Reply To: Noise shaped dither – Does it cause issues with DSP-based volume controls?

March 26, 2023 at 3:25 pm #5580

Bob O said,

“Obviously, it all ought to be 64 bit processing that has been properly dithered.”

I just want to be clear about something.  At least what I do (not necessarily speaking for all DSP coders).

I will routinely use 64-bit double precision arithmetic now with the sample-processing, if I believe that the numerical type is native to the machine (like a 64-bit CPU such as Intel Xeon or AMD Opteron).  Otherwise I’ll use 32-bit float (older CPUs and some current ARMs and the SHArC DSP).  When using floating point I never bother with dither because, especially with 64 bit, I know that it’s not needed.  There are 54 bits in the mantissa and even the crappy quantization done without dither is soooo far down there, essentially 200 dB below the noise floor of 16-bit CDs, that this crappy quantization noise will never make any friggin’ difference to the final output word (where we should add dither and maybe noise-shaping).  With 32-bit floats (that have 25-bit mantissas), I might be tempted to make them do better, dithered, quantization, but it’s too much of a friggin’ pain in the ass for floating point.  Much easier to do these bit manipulation operations with fixed-point output (the dither and quantization noise level is constant –  the rounding point does not float around).

Ideally, the only efficacious place to bother to dither and noise shape is where the bit depth is getting reduced to be output to a DAC or a stream or a .wav or .flac file.  If you’re mastering to a 16-bit red book CD, for goodness sake you must properly dither (and you should noise shape) at that point where the 16-bit fixed-point value of each sample is determined and written to the master.  It would be inexcusable to neglect this.
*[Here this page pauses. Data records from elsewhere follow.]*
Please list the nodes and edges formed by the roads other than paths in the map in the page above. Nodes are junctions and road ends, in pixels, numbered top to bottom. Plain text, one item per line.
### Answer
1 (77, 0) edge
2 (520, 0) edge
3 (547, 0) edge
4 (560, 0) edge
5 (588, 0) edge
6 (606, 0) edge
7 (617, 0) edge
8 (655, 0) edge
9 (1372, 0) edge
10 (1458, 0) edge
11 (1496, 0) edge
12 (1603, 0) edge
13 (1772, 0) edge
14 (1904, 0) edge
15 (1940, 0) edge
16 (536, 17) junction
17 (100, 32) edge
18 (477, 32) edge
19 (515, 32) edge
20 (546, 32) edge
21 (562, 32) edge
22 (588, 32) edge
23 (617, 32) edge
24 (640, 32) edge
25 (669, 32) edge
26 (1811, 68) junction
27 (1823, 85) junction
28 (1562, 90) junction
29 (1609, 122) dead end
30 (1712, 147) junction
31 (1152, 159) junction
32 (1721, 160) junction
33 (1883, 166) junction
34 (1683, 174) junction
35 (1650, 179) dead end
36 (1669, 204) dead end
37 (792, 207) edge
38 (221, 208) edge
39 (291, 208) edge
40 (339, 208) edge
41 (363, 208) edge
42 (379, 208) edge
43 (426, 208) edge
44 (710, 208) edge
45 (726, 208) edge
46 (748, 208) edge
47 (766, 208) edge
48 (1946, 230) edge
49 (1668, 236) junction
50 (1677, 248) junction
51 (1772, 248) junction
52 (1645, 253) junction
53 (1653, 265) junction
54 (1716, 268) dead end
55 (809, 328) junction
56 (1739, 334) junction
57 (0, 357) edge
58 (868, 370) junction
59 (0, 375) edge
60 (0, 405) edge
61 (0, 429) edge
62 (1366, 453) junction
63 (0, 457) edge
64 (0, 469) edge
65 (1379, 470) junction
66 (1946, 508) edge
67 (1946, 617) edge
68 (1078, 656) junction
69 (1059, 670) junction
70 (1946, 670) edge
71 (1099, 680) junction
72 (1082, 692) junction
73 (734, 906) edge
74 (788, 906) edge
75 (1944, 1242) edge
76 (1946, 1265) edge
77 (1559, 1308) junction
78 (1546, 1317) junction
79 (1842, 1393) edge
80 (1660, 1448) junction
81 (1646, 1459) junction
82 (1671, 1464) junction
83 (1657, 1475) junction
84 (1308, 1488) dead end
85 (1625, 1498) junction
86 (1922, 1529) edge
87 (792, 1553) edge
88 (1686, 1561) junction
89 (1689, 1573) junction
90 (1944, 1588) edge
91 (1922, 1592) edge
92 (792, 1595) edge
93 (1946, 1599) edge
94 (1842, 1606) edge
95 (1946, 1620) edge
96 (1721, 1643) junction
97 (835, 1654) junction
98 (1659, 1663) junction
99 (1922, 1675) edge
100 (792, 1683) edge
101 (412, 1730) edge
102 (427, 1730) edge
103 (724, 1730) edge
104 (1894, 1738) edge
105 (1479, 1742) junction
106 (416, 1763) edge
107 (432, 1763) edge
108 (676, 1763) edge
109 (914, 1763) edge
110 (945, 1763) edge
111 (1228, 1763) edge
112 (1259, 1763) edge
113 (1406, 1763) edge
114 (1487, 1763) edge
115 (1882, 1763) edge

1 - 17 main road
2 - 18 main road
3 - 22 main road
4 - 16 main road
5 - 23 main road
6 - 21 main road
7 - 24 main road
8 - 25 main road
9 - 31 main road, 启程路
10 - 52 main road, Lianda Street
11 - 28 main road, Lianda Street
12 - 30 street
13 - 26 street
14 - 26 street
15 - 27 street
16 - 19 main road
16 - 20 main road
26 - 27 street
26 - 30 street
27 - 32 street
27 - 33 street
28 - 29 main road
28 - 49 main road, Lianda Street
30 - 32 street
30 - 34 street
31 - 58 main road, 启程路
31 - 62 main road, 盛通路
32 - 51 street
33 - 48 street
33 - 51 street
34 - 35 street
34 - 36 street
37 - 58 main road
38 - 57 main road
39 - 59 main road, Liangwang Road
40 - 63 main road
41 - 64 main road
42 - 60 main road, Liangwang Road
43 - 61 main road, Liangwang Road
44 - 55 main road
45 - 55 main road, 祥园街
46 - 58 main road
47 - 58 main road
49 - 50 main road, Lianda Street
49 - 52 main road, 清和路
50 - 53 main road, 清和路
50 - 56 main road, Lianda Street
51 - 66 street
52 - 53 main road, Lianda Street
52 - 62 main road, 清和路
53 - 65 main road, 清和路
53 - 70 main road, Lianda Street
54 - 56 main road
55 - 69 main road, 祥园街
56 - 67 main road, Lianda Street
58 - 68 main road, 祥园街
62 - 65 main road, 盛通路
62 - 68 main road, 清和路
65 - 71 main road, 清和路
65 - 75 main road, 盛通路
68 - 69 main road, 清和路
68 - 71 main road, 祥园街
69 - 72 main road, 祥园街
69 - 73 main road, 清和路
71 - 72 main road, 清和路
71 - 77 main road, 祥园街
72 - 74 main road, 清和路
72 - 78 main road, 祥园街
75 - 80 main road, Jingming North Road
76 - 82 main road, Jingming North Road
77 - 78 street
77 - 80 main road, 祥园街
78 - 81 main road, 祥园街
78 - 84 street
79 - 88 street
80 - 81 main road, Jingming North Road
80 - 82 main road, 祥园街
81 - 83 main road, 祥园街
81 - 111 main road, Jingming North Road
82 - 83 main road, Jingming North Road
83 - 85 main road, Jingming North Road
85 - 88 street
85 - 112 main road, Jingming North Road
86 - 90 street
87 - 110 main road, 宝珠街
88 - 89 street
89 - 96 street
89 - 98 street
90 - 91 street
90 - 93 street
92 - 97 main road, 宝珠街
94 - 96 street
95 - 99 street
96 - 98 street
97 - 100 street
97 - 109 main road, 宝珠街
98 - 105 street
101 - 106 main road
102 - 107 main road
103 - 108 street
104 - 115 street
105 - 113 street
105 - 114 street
But with 64-bit floating-point quantities, don’t bother.  If your DAW or mix board or plugin or whatever tools are doing all of their sound processing in 64-bit float, just do it and don’t give dithering or noise shaping a thought.  The only things you have to worry about are NaNs and Denorms possibly fucking you up.

Bob Chidlaw, who was before my time the Chief Scientist at Kurzweil Music Systems, came up with a wonderful floating-point format that has no NaNs, so every bit pattern in that 32-bit or 64-bit word is a number and you never have to worry about some computational hiccup spitting out a NaN.  There are Denorms but they are built into format.  It’s sorta like IEEE floats but the format is more like 2’s complement rather than sign-magnitude.  The DEC PDP-10 used this format but didn’t have Denorms and Denorms are useful to have, if they don’t cause an interrupt (called an “exception”) to your CPU.

Anyway, I just wanna make sure that it’s clear that no one is dithering a 128-bit result of a multiplication back to 64 bits.  No one is bothering with dithering at the 64-bit “bit depth” (that might be a misuse of that term, how is the term “bit depth” correctly applied to floating-point audio samples?).  But when things become reduced to 16 or 24 bit fixed, you should certainly “properly” dither that value and probably should noise shape around that quantization.